When I came to Alaska from Oregon this past May to start my season working on trails for the Kenai National Wildlife Refuge, the wildflower season was just beginning due to the heavy, long-lasting snowpack the state had received this past winter.
Driving along Sterling Highway, fireweed covered the base of mountains in vibrant pinks. When I started work on the refuge’s Hansen Horse Trail, located in the backcountry, lupines dotted the side of the trail, their purples contrasting the ground, still wet and dark from recent rainfall. I was experiencing my own backcountry super bloom.
Seeing wildflower season erupt across the refuge, I could not help but think about the California super bloom of 2019.
The super bloom on March 16 had people flocking to Northern and Central California’s fields and hillsides. The desertscape was painted in bright orange wild poppies.
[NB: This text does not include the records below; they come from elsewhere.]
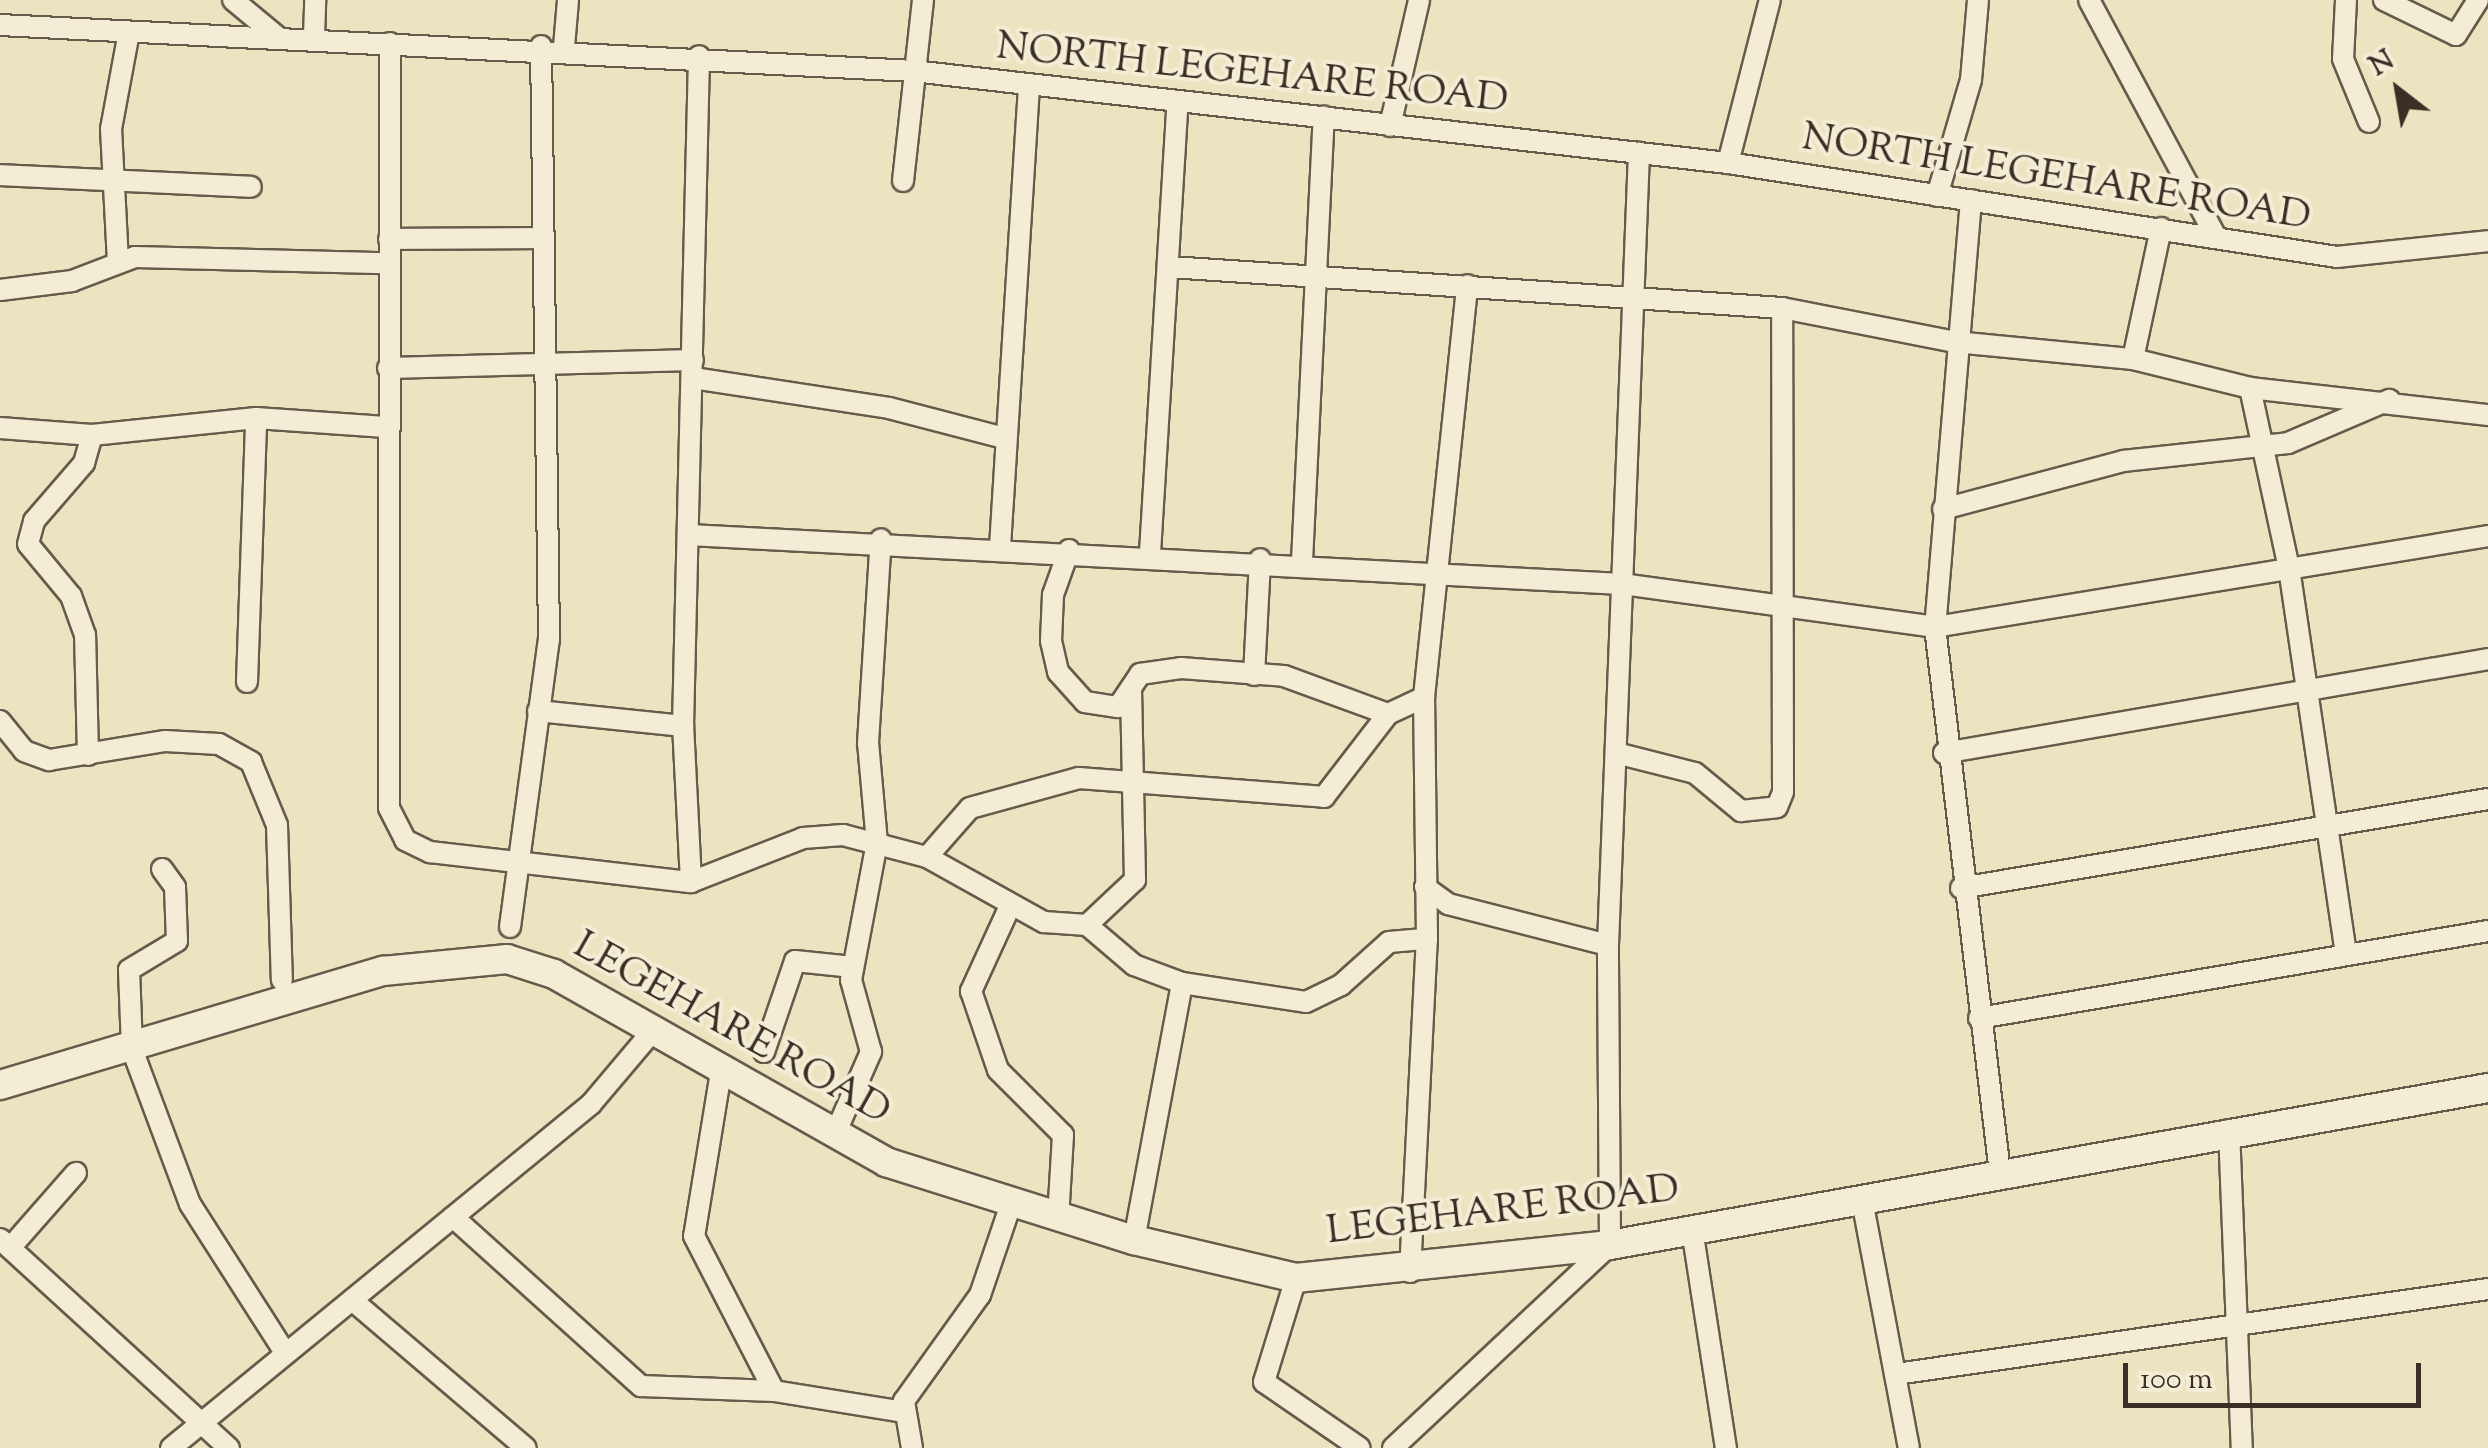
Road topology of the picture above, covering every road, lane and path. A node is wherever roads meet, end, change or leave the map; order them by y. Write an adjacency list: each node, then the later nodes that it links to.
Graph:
1 (233, 0): 15 (street)
2 (316, 0): 13 (street)
3 (568, 0): 18 (street)
4 (922, 0): 20 (street)
5 (1419, 0): 25 (street)
6 (1770, 0): 27 (street)
7 (1978, 0): 32 (street)
8 (2089, 0): 35 (street)
9 (2346, 0): 24 (street)
10 (2384, 0): 11 (street)
11 (2478, 0)
12 (0, 25): 14 (street, NORTH LEGEHARE ROAD)
13 (314, 36): 15 (street, NORTH LEGEHARE ROAD); 16 (street, NORTH LEGEHARE ROAD)
14 (128, 37): 15 (street, NORTH LEGEHARE ROAD); 29 (street)
15 (279, 38)
16 (390, 43): 17 (street, NORTH LEGEHARE ROAD); 37 (street)
17 (542, 46): 18 (street, NORTH LEGEHARE ROAD); 36 (street)
18 (564, 47): 19 (street, NORTH LEGEHARE ROAD)
19 (698, 56): 20 (street, NORTH LEGEHARE ROAD); 51 (street)
20 (913, 71): 21 (street, NORTH LEGEHARE ROAD); 30 (street)
21 (1030, 88): 22 (street, NORTH LEGEHARE ROAD); 59 (street)
22 (1176, 107): 23 (street, NORTH LEGEHARE ROAD); 41 (street)
23 (1324, 117): 25 (street, NORTH LEGEHARE ROAD); 42 (street)
24 (2369, 122)
25 (1390, 126): 26 (street, NORTH LEGEHARE ROAD)
26 (1639, 153): 27 (street, NORTH LEGEHARE ROAD); 45 (street)
27 (1728, 163): 32 (street, NORTH LEGEHARE ROAD)
28 (0, 175): 29 (street)
29 (114, 182): 31 (street); 39 (street)
30 (903, 182)
31 (251, 187)
32 (1937, 196): 33 (street, NORTH LEGEHARE ROAD)
33 (1971, 200): 34 (street, NORTH LEGEHARE ROAD); 47 (street)
34 (2161, 228): 35 (street, NORTH LEGEHARE ROAD); 48 (street)
35 (2215, 235): 38 (street, NORTH LEGEHARE ROAD)
36 (540, 238): 37 (street); 49 (street)
37 (388, 239): 40 (street)
38 (2488, 241)
39 (118, 262): 40 (street); 44 (street)
40 (386, 262): 50 (street)
41 (1170, 267): 42 (street); 67 (street)
42 (1318, 273): 43 (street); 69 (street)
43 (1467, 285): 45 (street); 71 (street)
44 (0, 290)
45 (1627, 293): 46 (street); 72 (street)
46 (1782, 308): 47 (street); 73 (street)
47 (1956, 342): 48 (street); 61 (street)
48 (2133, 359): 52 (street)
49 (540, 365): 50 (street); 51 (street); 81 (street)
50 (388, 368): 56 (street)
51 (693, 369): 59 (street); 62 (street)
52 (2250, 388): 53 (street); 60 (street)
53 (2390, 399): 54 (street); 60 (street)
54 (2488, 415)
55 (256, 418): 56 (street); 58 (street); 77 (street)
56 (386, 427): 93 (street)
57 (0, 428): 58 (street)
58 (92, 435): 87 (street)
59 (1004, 438): 65 (street)
60 (2261, 445): 61 (street); 70 (street)
61 (1942, 509): 74 (street)
62 (688, 534): 64 (street); 84 (street)
63 (2488, 536): 70 (street)
64 (881, 539): 65 (street); 91 (street)
65 (1000, 547): 66 (street)
66 (1069, 550): 67 (street); 78 (street)
67 (1150, 553): 68 (street)
68 (1260, 558): 69 (street); 76 (street)
69 (1302, 561): 71 (street)
70 (2288, 568): 74 (street); 79 (street)
71 (1438, 573): 72 (street); 80 (street)
72 (1622, 584): 73 (street); 85 (street)
73 (1781, 606): 74 (street); 85 (street)
74 (1935, 627): 86 (street)
75 (2488, 659): 79 (street)
76 (1254, 675): 78 (street); 82 (street)
77 (247, 682)
78 (1131, 690): 88 (street)
79 (2302, 696): 86 (street); 90 (street)
80 (1424, 698): 82 (street); 96 (street)
81 (538, 710): 84 (street); 93 (street)
82 (1388, 714): 88 (street)
83 (0, 721): 87 (street)
84 (683, 726): 95 (street)
85 (1616, 753): 103 (street)
86 (1944, 753): 97 (street)
87 (88, 755): 107 (street)
88 (1138, 780): 92 (street); 99 (street)
89 (2488, 799): 90 (street)
90 (2328, 824): 97 (street); 104 (street)
91 (877, 843): 92 (street); 95 (street); 105 (street)
92 (927, 857): 98 (street)
93 (521, 864): 95 (street); 100 (street)
94 (162, 869): 110 (street)
95 (690, 882)
96 (1425, 888): 102 (street); 103 (street)
97 (1960, 888): 108 (street)
98 (1010, 906): 99 (street); 122 (street)
99 (1087, 924): 106 (street)
100 (510, 926)
101 (2488, 931): 104 (street)
102 (1427, 939): 106 (street); 127 (street)
103 (1608, 945): 126 (street)
104 (2345, 948): 108 (street)
105 (853, 968): 111 (street); 116 (street)
106 (1182, 982): 124 (street)
107 (283, 996): 109 (main road, LEGEHARE ROAD); 110 (main road)
108 (1978, 1018): 118 (street)
109 (651, 1033): 112 (main road, LEGEHARE ROAD); 121 (street)
110 (132, 1049): 113 (main road); 132 (street)
111 (764, 1052)
112 (721, 1072): 116 (main road, LEGEHARE ROAD); 134 (street)
113 (0, 1086)
114 (2488, 1088): 115 (main road, LEGEHARE ROAD)
115 (2230, 1130): 118 (main road, LEGEHARE ROAD); 131 (street)
116 (834, 1134): 120 (main road, LEGEHARE ROAD)
117 (76, 1173): 125 (street)
118 (2000, 1173): 119 (main road, LEGEHARE ROAD)
119 (1862, 1200): 123 (main road, LEGEHARE ROAD); 133 (street)
120 (1011, 1204): 122 (main road, LEGEHARE ROAD); 135 (street)
121 (453, 1217): 130 (street); 134 (street)
122 (1058, 1218): 124 (main road, LEGEHARE ROAD)
123 (1692, 1229): 126 (main road, LEGEHARE ROAD); 143 (street)
124 (1134, 1240): 128 (main road, LEGEHARE ROAD)
125 (5, 1244): 136 (street)
126 (1610, 1246): 127 (main road, LEGEHARE ROAD); 142 (street)
127 (1410, 1272): 128 (main road, LEGEHARE ROAD)
128 (1296, 1278): 141 (street)
129 (2488, 1289): 131 (street)
130 (352, 1300): 132 (street); 139 (street)
131 (2240, 1322): 133 (street); 145 (street)
132 (284, 1350): 136 (street)
133 (1896, 1374): 144 (street)
134 (774, 1391): 135 (street)
135 (903, 1412): 140 (street)
136 (202, 1422): 137 (street); 138 (street)
137 (171, 1448)
138 (229, 1448)
139 (526, 1448)
140 (912, 1448)
141 (1360, 1448)
142 (1392, 1448)
143 (1726, 1448)
144 (1909, 1448)
145 (2242, 1448)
I learned that California’s winter had been the 47th wettest on the state’s record, ending their drought for the first time since 2011. Painted lady butterflies began migrating north with the super bloom.
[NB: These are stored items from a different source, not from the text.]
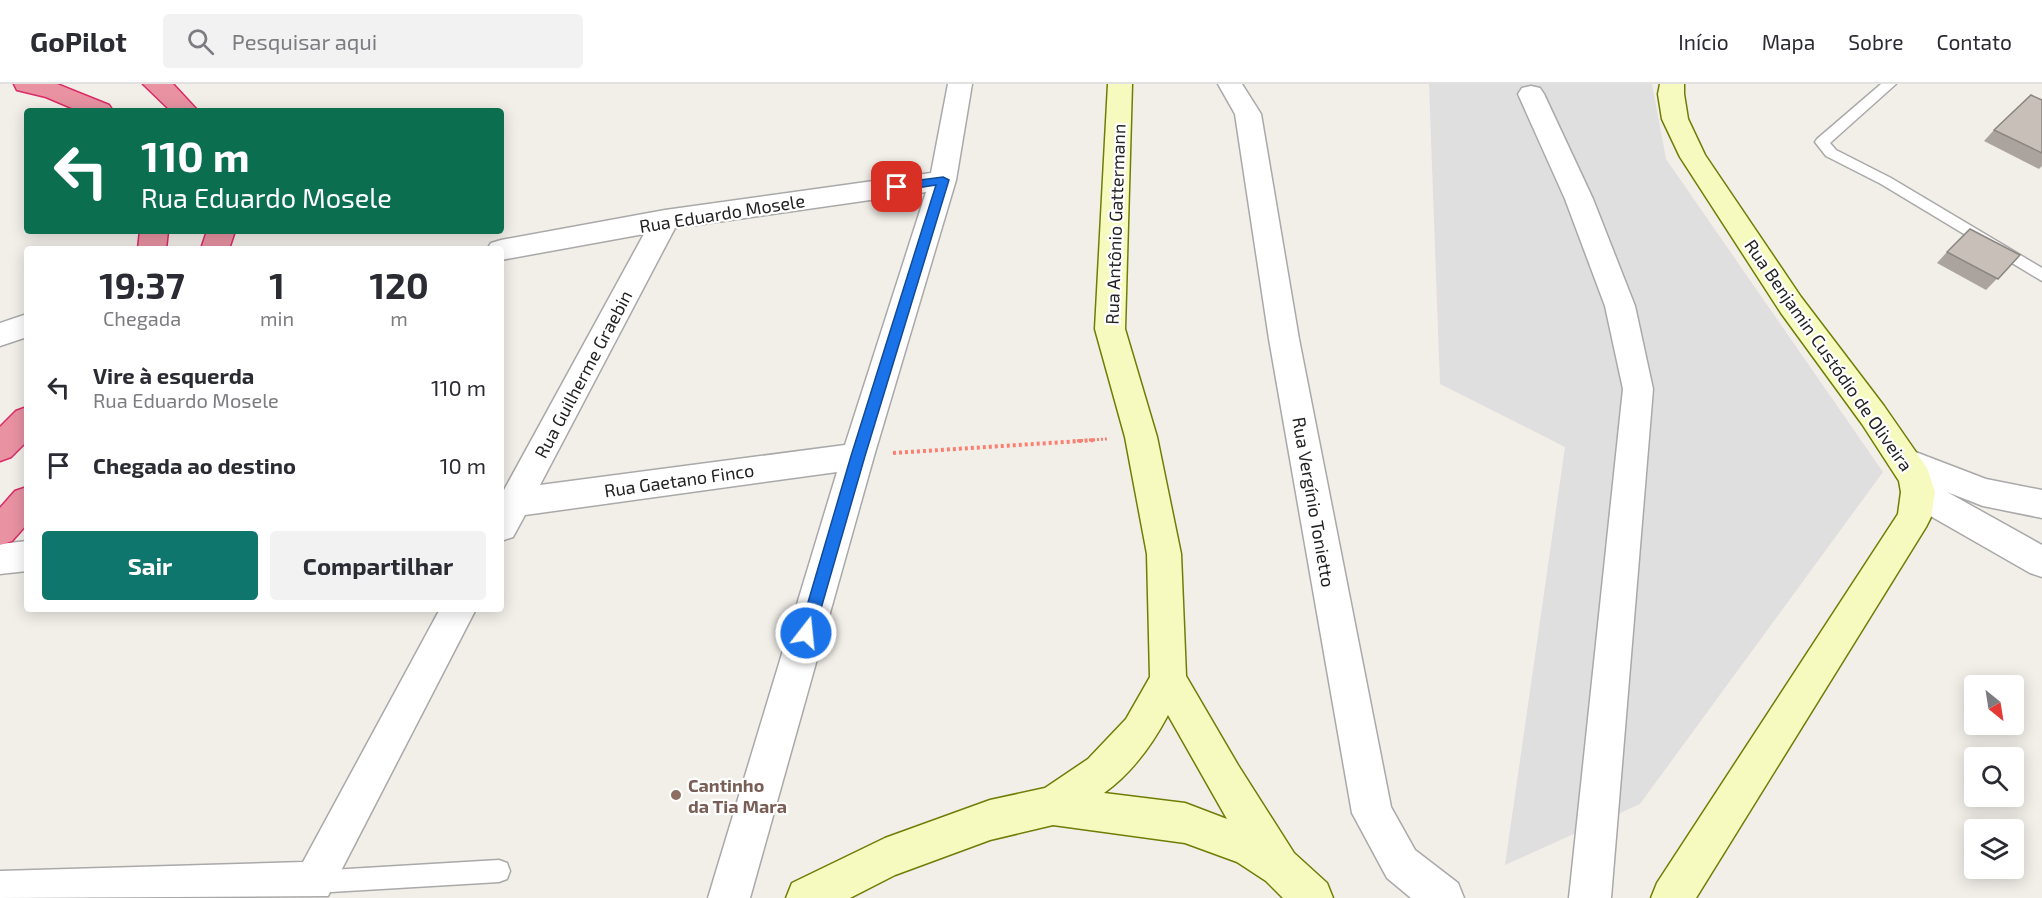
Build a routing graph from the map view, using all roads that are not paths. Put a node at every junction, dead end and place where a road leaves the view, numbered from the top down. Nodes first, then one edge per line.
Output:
1 (26, 84) edge
2 (155, 84) edge
3 (960, 84) edge
4 (1120, 84) edge
5 (1230, 84) edge
6 (1258, 84) edge
7 (1672, 84) edge
8 (1888, 84) edge
9 (1531, 94) dead end
10 (93, 108) edge
11 (182, 108) edge
12 (1248, 114) junction
13 (943, 180) junction
14 (665, 220) junction
15 (504, 249) edge
16 (2042, 275) edge
17 (24, 326) edge
18 (0, 334) edge
19 (24, 423) edge
20 (0, 448) edge
21 (858, 456) junction
22 (1905, 461) junction
23 (1918, 492) junction
24 (24, 504) edge
25 (2042, 504) edge
26 (505, 511) edge
27 (0, 531) edge
28 (24, 556) edge
29 (0, 559) edge
30 (2042, 562) edge
31 (456, 612) edge
32 (1168, 679) junction
33 (1053, 806) junction
34 (1280, 867) junction
35 (499, 872) dead end
36 (314, 882) junction
37 (0, 891) edge
38 (827, 892) edge
39 (729, 898) edge
40 (1312, 898) edge
41 (1443, 898) edge
42 (1590, 898) edge
43 (1672, 898) edge

1 - 10 highway
2 - 11 highway
3 - 13 street
4 - 32 main road, Rua Antônio Gattermann
5 - 12 street, Rua Vergínio Tonietto
6 - 12 street
7 - 22 main road, Rua Benjamin Custódio de Oliveira
8 - 16 lane
9 - 42 street
12 - 41 street, Rua Vergínio Tonietto
13 - 14 street, Rua Eduardo Mosele
13 - 21 street
14 - 15 street, Rua Eduardo Mosele
14 - 26 street, Rua Guilherme Graebin
17 - 18 street
19 - 20 highway
21 - 26 street, Rua Gaetano Finco
21 - 39 street
22 - 23 main road, Rua Benjamin Custódio de Oliveira
22 - 25 street
23 - 30 street
23 - 43 main road, Rua Benjamin Custódio de Oliveira
24 - 27 highway
28 - 29 street
31 - 36 street
32 - 33 main road
32 - 34 main road, Rua Antônio Gattermann
33 - 34 main road
33 - 38 main road
34 - 40 main road
35 - 36 lane
36 - 37 street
Hundreds of thousands of people sought photographic opportunities on the weekend of March 16 -17. Social media blew up with the hashtag #PoppyShutdown as many areas closed due to the influx of visitors storming the hills. People put themselves at risk climbing steep hillsides just to capture an Instagram photo.
Alaska’s stunning wildflowers could easily attract photographers and tourists to the area. Most of the flower patches are accompanied by a mountain or lake backdrop. They could spur a #Fireweed or #Lupine shutdown, just as the poppies had. However, I realized that these flowers required true trekking to fully witness and enjoy.
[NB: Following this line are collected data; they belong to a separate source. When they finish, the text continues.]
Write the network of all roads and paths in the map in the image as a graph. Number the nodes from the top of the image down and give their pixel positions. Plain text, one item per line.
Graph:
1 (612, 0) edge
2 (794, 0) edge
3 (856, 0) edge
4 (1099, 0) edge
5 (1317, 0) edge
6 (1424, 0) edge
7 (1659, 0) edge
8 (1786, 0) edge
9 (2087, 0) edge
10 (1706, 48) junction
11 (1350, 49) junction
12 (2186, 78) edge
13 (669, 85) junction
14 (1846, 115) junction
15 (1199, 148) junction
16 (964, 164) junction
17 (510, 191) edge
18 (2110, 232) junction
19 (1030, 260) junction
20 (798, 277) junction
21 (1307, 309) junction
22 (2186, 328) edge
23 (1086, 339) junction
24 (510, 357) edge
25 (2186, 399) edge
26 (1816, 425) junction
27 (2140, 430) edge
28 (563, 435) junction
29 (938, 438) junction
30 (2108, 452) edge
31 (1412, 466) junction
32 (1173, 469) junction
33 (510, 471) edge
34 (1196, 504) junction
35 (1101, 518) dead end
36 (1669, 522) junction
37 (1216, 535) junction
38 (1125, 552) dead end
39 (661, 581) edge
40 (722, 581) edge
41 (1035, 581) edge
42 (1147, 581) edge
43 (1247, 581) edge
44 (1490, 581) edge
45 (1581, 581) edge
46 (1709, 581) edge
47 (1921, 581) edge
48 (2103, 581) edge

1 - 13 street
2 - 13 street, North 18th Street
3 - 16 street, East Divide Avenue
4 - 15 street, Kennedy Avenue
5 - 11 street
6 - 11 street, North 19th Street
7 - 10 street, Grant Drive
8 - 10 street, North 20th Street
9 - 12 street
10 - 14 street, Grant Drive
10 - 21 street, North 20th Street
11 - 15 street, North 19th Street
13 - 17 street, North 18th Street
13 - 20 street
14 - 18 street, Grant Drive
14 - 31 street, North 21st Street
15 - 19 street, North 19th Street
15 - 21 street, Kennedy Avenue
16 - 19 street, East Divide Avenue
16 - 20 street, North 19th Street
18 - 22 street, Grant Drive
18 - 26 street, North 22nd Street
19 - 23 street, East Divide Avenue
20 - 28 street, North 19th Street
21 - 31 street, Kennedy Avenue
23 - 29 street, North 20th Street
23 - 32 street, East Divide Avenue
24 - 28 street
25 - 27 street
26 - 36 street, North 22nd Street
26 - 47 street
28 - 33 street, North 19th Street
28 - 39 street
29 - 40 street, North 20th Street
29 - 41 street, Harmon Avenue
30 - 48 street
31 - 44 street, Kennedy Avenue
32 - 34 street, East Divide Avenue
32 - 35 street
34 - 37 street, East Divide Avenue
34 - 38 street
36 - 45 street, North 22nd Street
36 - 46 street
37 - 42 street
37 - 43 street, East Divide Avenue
The lupines I admired on the Hansen Horse Trail grew along a segment only accessible by a four-wheel drive road. The uneven footing and burnt trees added extra roadblocks to seeing the lupines.
Our campsite, 10 miles deep in the backcountry, was covered in fireweed. In a way, the lupine and fireweed were the consolation prize for the difficult trail work we were performing.
Fireweed’s growth patterns, in the bigger picture of the refuge’s recent fire history, are just as impressive — if not more than — California’s rains bringing an end to the drought and an influx in wild poppies.
Fireweed got its name from its ability to grow back quickly after a fire event and its reliance on disturbed soil for growth. Its rhizomes, or underground stem system, and wind-dispersed seeds are the main reasons for its fire adaptability.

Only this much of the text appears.